Several times each year, the community-driven, Red Hat-sponsored Fedora Project holds the Fedora Users and Developers Conference (FUDCon) at locations around the globe. FUDCon brings developers, contributors, and enthusiasts together to share knowledge about and visionary planning for the next generation of open source technologies. Insightful and educational technical sessions are followed by code sprint sessions, or hackfests, where participants work together to design and create the future of the Fedora distribution and contribute to the upstream communities where open source starts. You can watch this video to see how Red Hat later harnesses that upstream work to create additional value in Red Hat Enterprise Linux.
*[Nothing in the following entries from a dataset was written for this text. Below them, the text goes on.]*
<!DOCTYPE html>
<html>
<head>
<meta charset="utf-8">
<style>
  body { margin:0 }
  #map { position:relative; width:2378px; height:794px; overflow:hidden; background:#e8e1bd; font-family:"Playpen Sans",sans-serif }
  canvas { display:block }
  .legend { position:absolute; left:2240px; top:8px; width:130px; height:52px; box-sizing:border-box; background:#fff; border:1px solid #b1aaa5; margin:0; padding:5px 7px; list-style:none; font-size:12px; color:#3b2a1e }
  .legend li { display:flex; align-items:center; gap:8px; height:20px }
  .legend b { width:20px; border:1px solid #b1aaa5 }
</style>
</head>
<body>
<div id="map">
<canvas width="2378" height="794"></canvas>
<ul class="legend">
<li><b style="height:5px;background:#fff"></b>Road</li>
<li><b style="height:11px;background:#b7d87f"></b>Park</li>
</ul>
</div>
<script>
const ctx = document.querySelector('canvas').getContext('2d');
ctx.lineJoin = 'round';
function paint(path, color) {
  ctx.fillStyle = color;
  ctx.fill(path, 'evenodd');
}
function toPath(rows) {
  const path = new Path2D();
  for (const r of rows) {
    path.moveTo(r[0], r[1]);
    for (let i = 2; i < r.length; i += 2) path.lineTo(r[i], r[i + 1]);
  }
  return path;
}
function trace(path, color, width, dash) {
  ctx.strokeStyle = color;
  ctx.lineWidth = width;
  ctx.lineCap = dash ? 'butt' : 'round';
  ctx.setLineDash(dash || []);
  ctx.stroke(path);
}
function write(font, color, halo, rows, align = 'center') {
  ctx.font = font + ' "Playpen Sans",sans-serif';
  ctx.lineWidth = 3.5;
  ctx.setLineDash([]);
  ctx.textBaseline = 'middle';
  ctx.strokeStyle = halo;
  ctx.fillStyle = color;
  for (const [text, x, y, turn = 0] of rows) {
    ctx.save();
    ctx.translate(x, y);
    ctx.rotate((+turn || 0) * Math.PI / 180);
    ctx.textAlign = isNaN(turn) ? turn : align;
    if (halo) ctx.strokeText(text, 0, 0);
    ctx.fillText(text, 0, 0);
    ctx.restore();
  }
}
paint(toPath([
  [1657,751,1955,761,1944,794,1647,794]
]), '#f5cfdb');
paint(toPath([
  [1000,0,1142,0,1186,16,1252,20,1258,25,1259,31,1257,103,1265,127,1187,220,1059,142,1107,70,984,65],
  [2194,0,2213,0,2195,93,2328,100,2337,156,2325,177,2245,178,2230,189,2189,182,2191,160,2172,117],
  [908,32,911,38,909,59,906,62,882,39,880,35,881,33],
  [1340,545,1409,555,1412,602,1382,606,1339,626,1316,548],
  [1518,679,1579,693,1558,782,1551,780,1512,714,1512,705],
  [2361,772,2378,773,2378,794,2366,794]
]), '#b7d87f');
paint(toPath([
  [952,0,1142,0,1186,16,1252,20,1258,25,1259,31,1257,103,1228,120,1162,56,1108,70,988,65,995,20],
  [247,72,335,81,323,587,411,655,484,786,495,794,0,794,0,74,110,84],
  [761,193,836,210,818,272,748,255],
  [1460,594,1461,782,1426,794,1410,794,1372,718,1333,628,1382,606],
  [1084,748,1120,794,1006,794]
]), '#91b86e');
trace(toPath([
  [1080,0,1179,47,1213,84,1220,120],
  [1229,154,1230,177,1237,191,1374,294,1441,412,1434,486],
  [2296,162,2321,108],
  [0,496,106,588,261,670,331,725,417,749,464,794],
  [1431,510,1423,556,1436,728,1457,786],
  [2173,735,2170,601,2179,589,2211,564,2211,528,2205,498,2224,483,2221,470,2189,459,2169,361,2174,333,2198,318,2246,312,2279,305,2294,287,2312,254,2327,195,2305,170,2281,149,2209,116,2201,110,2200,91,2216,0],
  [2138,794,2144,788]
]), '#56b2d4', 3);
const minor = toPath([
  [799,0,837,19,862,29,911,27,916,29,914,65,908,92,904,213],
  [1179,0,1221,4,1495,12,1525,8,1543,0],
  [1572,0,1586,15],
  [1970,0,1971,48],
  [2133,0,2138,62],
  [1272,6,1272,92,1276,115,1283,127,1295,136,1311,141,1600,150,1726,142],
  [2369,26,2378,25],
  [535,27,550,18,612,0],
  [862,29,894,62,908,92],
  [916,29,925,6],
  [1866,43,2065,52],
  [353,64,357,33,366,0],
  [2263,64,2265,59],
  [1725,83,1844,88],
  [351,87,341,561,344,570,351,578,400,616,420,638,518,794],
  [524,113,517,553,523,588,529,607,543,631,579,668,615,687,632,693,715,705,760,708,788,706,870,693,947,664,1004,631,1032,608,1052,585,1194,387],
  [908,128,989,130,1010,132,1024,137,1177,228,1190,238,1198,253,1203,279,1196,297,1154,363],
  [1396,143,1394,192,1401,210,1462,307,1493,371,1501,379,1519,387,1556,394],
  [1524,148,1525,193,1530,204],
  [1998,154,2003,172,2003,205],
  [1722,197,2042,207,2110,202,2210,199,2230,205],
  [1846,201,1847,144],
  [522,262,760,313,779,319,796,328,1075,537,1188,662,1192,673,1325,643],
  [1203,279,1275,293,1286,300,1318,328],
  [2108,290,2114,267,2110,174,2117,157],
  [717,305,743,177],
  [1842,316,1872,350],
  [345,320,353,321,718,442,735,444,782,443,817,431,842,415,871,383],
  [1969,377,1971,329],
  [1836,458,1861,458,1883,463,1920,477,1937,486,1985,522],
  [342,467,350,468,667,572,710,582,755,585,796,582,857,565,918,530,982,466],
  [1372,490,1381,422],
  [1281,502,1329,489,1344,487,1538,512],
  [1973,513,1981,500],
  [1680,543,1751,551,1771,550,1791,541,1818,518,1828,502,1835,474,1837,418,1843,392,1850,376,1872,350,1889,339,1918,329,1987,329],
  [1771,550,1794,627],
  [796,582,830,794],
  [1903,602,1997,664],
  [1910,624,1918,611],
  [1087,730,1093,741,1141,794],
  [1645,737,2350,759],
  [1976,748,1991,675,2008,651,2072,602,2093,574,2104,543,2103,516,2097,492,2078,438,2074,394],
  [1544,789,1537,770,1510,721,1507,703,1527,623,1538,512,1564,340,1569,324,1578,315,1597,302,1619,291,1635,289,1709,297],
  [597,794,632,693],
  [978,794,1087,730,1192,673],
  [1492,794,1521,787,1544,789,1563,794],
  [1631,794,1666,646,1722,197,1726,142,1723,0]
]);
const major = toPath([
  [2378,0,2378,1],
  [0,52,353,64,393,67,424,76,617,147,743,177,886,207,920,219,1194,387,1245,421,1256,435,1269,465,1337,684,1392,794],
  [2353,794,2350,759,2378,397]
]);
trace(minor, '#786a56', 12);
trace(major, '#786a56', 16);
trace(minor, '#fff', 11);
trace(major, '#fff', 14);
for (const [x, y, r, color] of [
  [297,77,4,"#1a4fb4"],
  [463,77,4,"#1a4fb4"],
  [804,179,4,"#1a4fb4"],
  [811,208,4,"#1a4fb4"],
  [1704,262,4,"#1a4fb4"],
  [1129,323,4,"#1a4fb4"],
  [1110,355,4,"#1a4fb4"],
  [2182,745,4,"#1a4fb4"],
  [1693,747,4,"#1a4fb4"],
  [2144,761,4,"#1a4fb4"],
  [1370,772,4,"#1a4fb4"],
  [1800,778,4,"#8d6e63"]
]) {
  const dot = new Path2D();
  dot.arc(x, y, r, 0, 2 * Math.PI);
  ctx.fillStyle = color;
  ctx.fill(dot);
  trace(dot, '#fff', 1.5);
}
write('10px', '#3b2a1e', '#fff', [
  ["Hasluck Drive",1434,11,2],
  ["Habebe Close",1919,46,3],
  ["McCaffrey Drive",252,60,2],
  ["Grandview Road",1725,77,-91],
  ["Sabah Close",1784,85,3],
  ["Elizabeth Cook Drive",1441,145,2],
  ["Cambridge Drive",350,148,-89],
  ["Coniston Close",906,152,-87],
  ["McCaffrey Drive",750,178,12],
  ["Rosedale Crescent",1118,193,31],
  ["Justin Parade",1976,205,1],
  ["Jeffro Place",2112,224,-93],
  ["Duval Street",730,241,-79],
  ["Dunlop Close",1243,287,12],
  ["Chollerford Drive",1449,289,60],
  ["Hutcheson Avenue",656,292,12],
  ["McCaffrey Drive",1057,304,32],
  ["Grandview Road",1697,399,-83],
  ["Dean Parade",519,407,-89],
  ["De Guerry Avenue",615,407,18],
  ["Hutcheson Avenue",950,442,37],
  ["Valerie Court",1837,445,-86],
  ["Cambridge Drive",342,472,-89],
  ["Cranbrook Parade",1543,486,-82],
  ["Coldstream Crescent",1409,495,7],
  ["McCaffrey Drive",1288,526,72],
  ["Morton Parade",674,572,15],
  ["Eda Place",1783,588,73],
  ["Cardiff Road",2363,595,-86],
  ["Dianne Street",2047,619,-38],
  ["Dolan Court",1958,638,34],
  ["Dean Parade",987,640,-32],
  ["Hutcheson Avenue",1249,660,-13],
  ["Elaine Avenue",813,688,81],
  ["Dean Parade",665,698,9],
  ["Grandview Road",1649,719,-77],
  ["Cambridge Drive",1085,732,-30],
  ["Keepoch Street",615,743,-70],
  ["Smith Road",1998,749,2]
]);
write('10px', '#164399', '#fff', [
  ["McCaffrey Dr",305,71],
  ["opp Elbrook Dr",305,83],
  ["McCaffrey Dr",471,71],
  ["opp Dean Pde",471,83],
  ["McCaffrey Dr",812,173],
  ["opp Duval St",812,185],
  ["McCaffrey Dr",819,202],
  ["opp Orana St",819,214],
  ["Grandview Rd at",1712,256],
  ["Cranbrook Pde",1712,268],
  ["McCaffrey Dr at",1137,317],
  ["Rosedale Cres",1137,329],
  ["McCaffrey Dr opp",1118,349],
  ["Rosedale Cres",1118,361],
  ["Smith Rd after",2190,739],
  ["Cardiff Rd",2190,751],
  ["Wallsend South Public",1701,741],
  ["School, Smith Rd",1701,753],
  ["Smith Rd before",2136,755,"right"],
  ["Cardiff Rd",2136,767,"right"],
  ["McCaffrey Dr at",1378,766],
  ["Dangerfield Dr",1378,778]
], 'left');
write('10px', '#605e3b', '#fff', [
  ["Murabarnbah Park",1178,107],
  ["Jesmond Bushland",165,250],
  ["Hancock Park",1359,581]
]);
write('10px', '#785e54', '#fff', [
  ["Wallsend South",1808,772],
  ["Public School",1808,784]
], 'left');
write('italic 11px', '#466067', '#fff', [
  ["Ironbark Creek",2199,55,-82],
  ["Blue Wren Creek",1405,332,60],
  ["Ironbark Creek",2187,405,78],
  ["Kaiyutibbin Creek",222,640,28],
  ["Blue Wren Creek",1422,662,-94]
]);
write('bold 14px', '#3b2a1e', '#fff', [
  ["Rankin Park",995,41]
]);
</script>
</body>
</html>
This past weekend, the Fedora Project held one of its largest events ever at the York campus of Seneca College in Toronto, Canada. Over 200 talented Fedora developers and contributors started off Saturday morning in the Stephen E. Quinlan Building using the BarCamp method of “unconference” organization. The crowd was so large that we overflowed into a second large lecture hall, joined by video and audio conferencing to the first. Speakers pitched their talks, and audience interest decided the final schedule for the day, which filled lecture halls and classrooms throughout the building. Often people attend professional conferences and report that their best experiences happened in the hallway, talking to peers and luminaries. Our approach to FUDCon takes this so-called “hallway track” and makes it the focal point of the event, and as a result the conference includes much richer and satisfying content. Featured FUDCon talks included:

  • A demonstration and lecture on the future of desktop interaction through the GNOME Shell interface
  • The state of the kernel and X graphical system projects, and what’s coming next in those upstreams
  • A wide variety of information on the Advanced Message Queuing Protocol (AMQP) and its application in Fedora infrastructure, the Fedora Community portal, and other projects
  • How to develop applications for Moksha, the new open source framework for real-time web collaboration
  • A full set of user- and contributor-oriented educational talks, from installing Fedora to filing better bugs or helping with design work

 

The full schedule of talks at FUDCon can be found here on the wiki.

Following the technical talks were two days of code sprints, or hackfests as they’re called in FUDCon parlance. Attendees applied the information they learned during the first day of technical talks, or met with developers involved in projects of interest, and sat down to solve specific issues and improve code and services in Fedora. In some cases, teams gathered to work on one project for the entire two days, as in the case of the new Fedora content management system based on Zikula. In others, they assembled and then remixed several times a day to accomplish smaller tasks in quick succession, such as focusing on quality issues such as our distribution release criteria, a media production tool for use by contributors, or the next generation of our package source management system.

FUDCon is always completely free and open to anyone to attend, and therefore attracts a broad range of contributors with different backgrounds and interests. Not only does that make for a dynamic, educational, and enjoyable event for everyone, but it also allows Fedora’s focus on innovation and relevance to bring expanded value to the community conference experience. Everyone from free software enthusiasts to people interested in the technology of future Red Hat Enterprise Linux products can benefit tremendously from that experience.

Our events calendar planning is underway for 2010 - we look forward to seeing you at a future FUDCon!